Introduzione  ( Dario)

 ¯¯canto      ALTO E GLORIOSO DIO

Alto e glorioso Dio illumina il cuore mio,
dammi fede retta, speranza certa, carità perfetta.

Dammi umiltà profonda, dammi senno e cognoscimento,
che io possa sempre servire con gioia i tuoi comandamenti.

Rapisca ti prego Signore, l’ardente e dolce forza del tuo amore, 
la mente mia da tutte le cose, perché io muoia per amor tuo,
come tu moristi per amor dell’amor mio.

Alto e glorioso Dio illumina il cuore mio,
dammi fede retta, speranza certa, carità perfetta.

Dammi umiltà profonda, dammi senno e conoscimento,
che io possa sempre servire con gioia i tuoi comandamenti.

Sac.:    Nel nome del Padre, del Figlio e dello Spirito Santo

Tutti:   Amen

Sac.:    La grazia e la pace di Dio nostro Padre e del Signore nostro Gesù Cristo sia con tutti voi.

Tutti:   E con il tuo Spirito.

Sac.:    Preghiamo.
           Dio della pace, non ti può comprendere chi semina la discordia, non ti può accogliere chi ama la violenza: dona a chi edifica la
           pace di perseverare nel suo santo proposito, e a chi la ostacola di essere sanato dall’odio che lo tormenta, perché tutti si
           ritrovino in te, che sei la vera pace. Per Cristo nostro Signore.

Tutti:   Amen

INVOCAZIONE ALLO SPIRITO SANTO                         di Don Tonino Bello

  Spirito Santo, che riempivi di luce i profeti
e accendevi parole di fuoco sulla loro bocca,
torna a parlarci con accenti di speranza.

                        ¯¯canone Veni Sante Spirictus.
Veni Sante Spirictus.tui amoris ignem accende. Veni Sancte Spiritus.
Veni Sante Spiritus... (Vieni Santo Spirito, il tuo amore accende i cuori)
     

 Frantuma la corazza della nostra
assuefazione all’esilio.
Ridestaci nel cuore nostalgie  di patrie perdute.

                        ¯¯canone

   Dissipa le nostre paure.
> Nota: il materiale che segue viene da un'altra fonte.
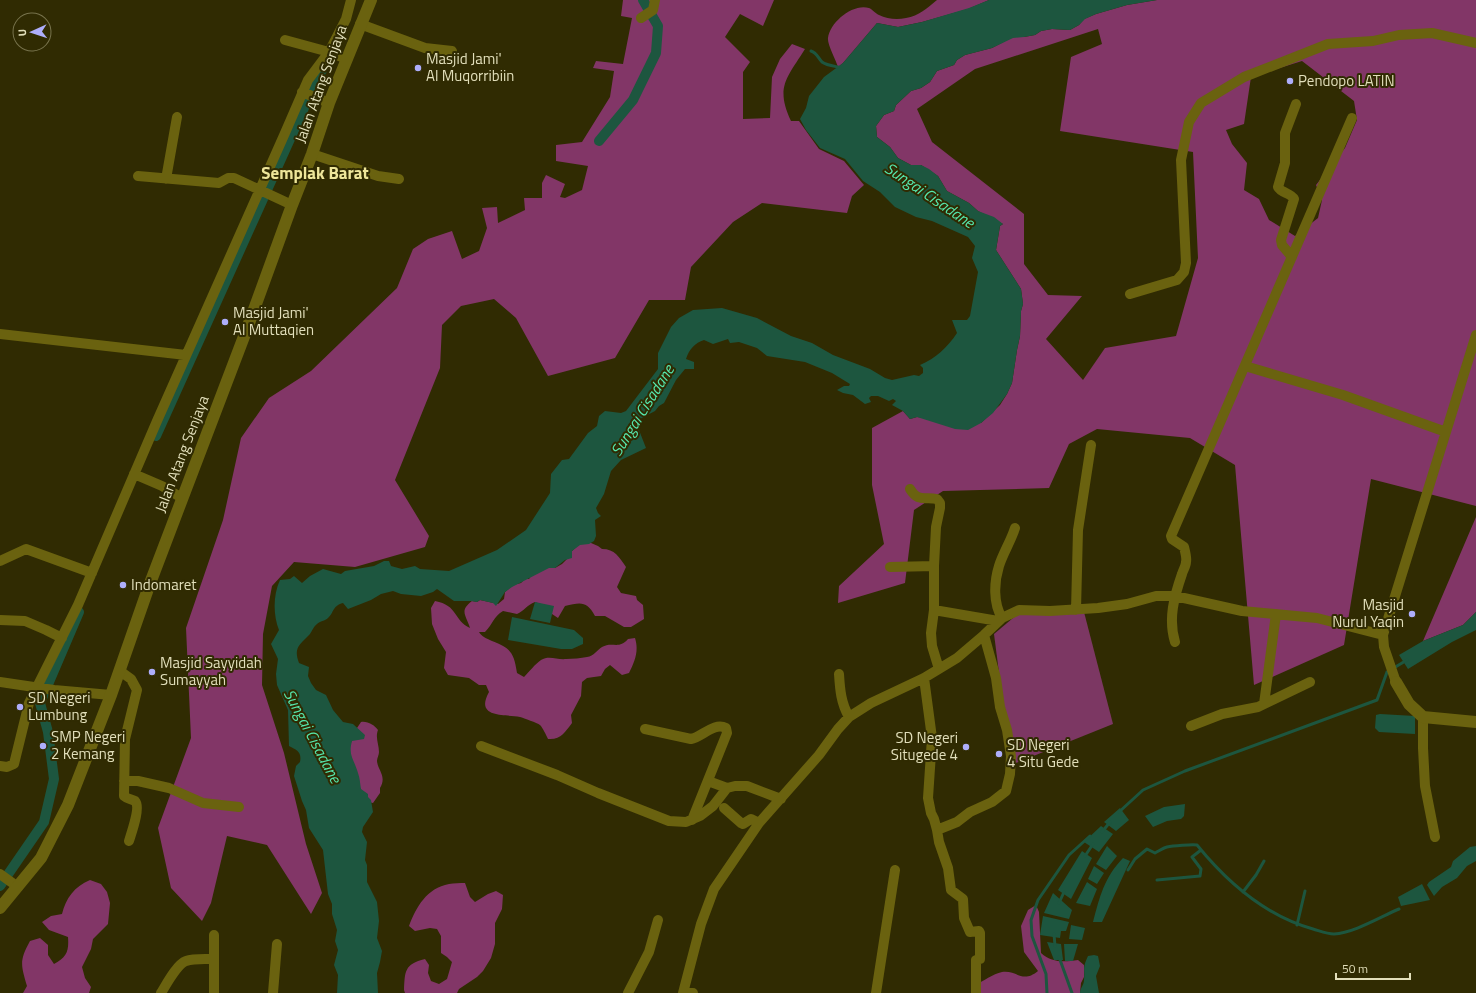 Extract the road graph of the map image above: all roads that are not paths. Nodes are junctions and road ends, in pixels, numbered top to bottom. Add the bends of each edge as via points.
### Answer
1 (351, 0) edge
2 (371, 0) edge
3 (654, 5) edge
4 (641, 18) dead end
5 (360, 24) junction
6 (285, 40) dead end
7 (1476, 44) edge
8 (452, 51) dead end
9 (330, 52) junction
10 (345, 58) junction
11 (304, 93) junction
12 (329, 103) junction
13 (1296, 104) dead end
14 (177, 117) dead end
15 (1352, 118) dead end
16 (312, 154) junction
17 (138, 176) dead end
18 (166, 179) junction
19 (399, 179) dead end
20 (259, 189) junction
21 (292, 205) junction
22 (1292, 257) junction
23 (1130, 294) dead end
24 (0, 334) edge
25 (1476, 335) edge
26 (186, 355) junction
27 (1245, 366) junction
28 (1446, 432) junction
29 (1091, 446) dead end
30 (140, 476) junction
31 (910, 489) dead end
32 (182, 498) junction
33 (1015, 528) dead end
34 (0, 560) edge
35 (934, 566) junction
36 (890, 567) dead end
37 (92, 573) junction
38 (1175, 596) junction
39 (934, 610) junction
40 (1076, 610) junction
41 (1276, 614) junction
42 (1000, 619) junction
43 (0, 620) edge
44 (984, 635) junction
45 (1383, 635) junction
46 (62, 638) junction
47 (1175, 642) dead end
48 (939, 669) junction
49 (120, 671) junction
50 (839, 674) dead end
51 (924, 678) junction
52 (0, 682) edge
53 (1310, 682) dead end
54 (1396, 682) joint
55 (37, 688) junction
56 (111, 695) junction
57 (1264, 704) junction
58 (849, 717) junction
59 (1423, 717) junction
60 (1476, 722) edge
61 (1191, 726) dead end
62 (645, 730) dead end
63 (481, 746) dead end
64 (0, 766) edge
65 (124, 781) junction
66 (708, 782) junction
67 (727, 788) junction
68 (781, 799) junction
69 (239, 806) dead end
70 (724, 808) dead end
71 (692, 820) junction
72 (759, 823) junction
73 (937, 830) junction
74 (1434, 837) dead end
75 (130, 842) dead end
76 (895, 870) dead end
77 (2, 875) edge
78 (15, 885) junction
79 (0, 908) edge
80 (658, 920) dead end
81 (214, 934) dead end
82 (277, 944) dead end
83 (214, 959) junction
84 (161, 993) edge
85 (214, 993) edge
86 (273, 993) edge
87 (628, 993) edge
88 (683, 993) edge
89 (693, 993) edge
90 (876, 993) edge
91 (976, 993) edge

1 - 9 street via 346,19
2 - 5 main road, Jalan Atang Senjaya
3 - 4 street
5 - 8 street via 431,50
5 - 10 main road, Jalan Atang Senjaya
6 - 9 street
7 - 23 street via 1432,33 1328,44 1244,77 1201,104 1189,122 1181,160 1186,263 1184,272 1177,280
9 - 10 street
9 - 11 street via 312,73
10 - 12 main road, Jalan Atang Senjaya
11 - 12 street
11 - 20 street
12 - 16 main road, Jalan Atang Senjaya
13 - 22 street via 1285,133 1285,164 1278,187 1294,199 1281,240
14 - 18 street
15 - 22 street
16 - 19 street via 378,176
16 - 21 main road, Jalan Atang Senjaya
17 - 18 street
18 - 20 street via 220,184 231,177
20 - 21 street
20 - 26 street
21 - 32 main road, Jalan Atang Senjaya
22 - 27 street
24 - 26 street
25 - 28 street
26 - 30 street
27 - 28 street via 1343,395
27 - 38 street via 1171,536 1184,547 1187,562
28 - 45 street
29 - 40 street via 1078,530
30 - 32 street
30 - 37 street
31 - 35 street via 921,499 937,499 940,503
32 - 49 main road, Jalan Atang Senjaya
33 - 42 street via 998,571 996,604
34 - 37 street via 26,549
35 - 36 street
35 - 39 street
37 - 46 street
38 - 40 street via 1156,596 1127,604
38 - 41 street via 1242,611
38 - 47 street via 1171,619
39 - 42 street
39 - 48 street via 932,646
40 - 42 street via 1019,610
41 - 45 street via 1317,618
41 - 57 street
42 - 44 street
43 - 46 street via 25,621
44 - 48 street via 958,658
44 - 73 street via 996,678 1011,756 1006,791 958,822
45 - 54 street via 1387,658
46 - 55 street
48 - 51 street
49 - 56 main road, Jalan Atang Senjaya
49 - 65 street via 131,679 137,690 125,739
50 - 58 street via 840,695
51 - 58 street via 871,703
51 - 73 street via 932,738 928,798
52 - 55 street
53 - 57 street
54 - 59 main road via 1409,704
55 - 56 street
55 - 64 street via 26,712 14,764
56 - 78 main road, Jalan Atang Senjaya via 68,805 41,858
57 - 61 street via 1222,714
58 - 68 street
59 - 60 main road
59 - 74 street via 1425,786
62 - 66 street via 691,739 720,726 726,728 727,733
63 - 71 street via 669,821 679,823
65 - 69 street via 138,781 169,788 203,803
65 - 75 street via 124,797 137,804
66 - 67 street
66 - 71 street
67 - 68 street via 747,786
67 - 71 street via 707,812
68 - 72 street
70 - 72 street via 741,823 751,819
72 - 88 street via 714,889 701,924
73 - 91 street via 948,868 951,890 962,899 964,918 970,932 980,933 980,959 976,960
76 - 90 street
77 - 78 street
78 - 79 main road, Jalan Atang Senjaya
80 - 87 street via 649,952
81 - 83 street
82 - 86 street
83 - 84 street via 184,962
83 - 85 street
88 - 89 street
Scuotici dall’omertà.
Liberaci dalla tristezza di non saperci indignare
Per i soprusi consumati sui poveri. 

                        ¯¯canone

  E preservaci dalla tragedia di dover riconoscere
che le prime officine della violenza e dell’ingiustizia
sono ospitate nei nostri cuori.

                        ¯¯canone

   Donaci la gioia di capire che tu non parli
solo dai microfoni delle nostre chiese.
Che nessuno può menar vanto di possederti.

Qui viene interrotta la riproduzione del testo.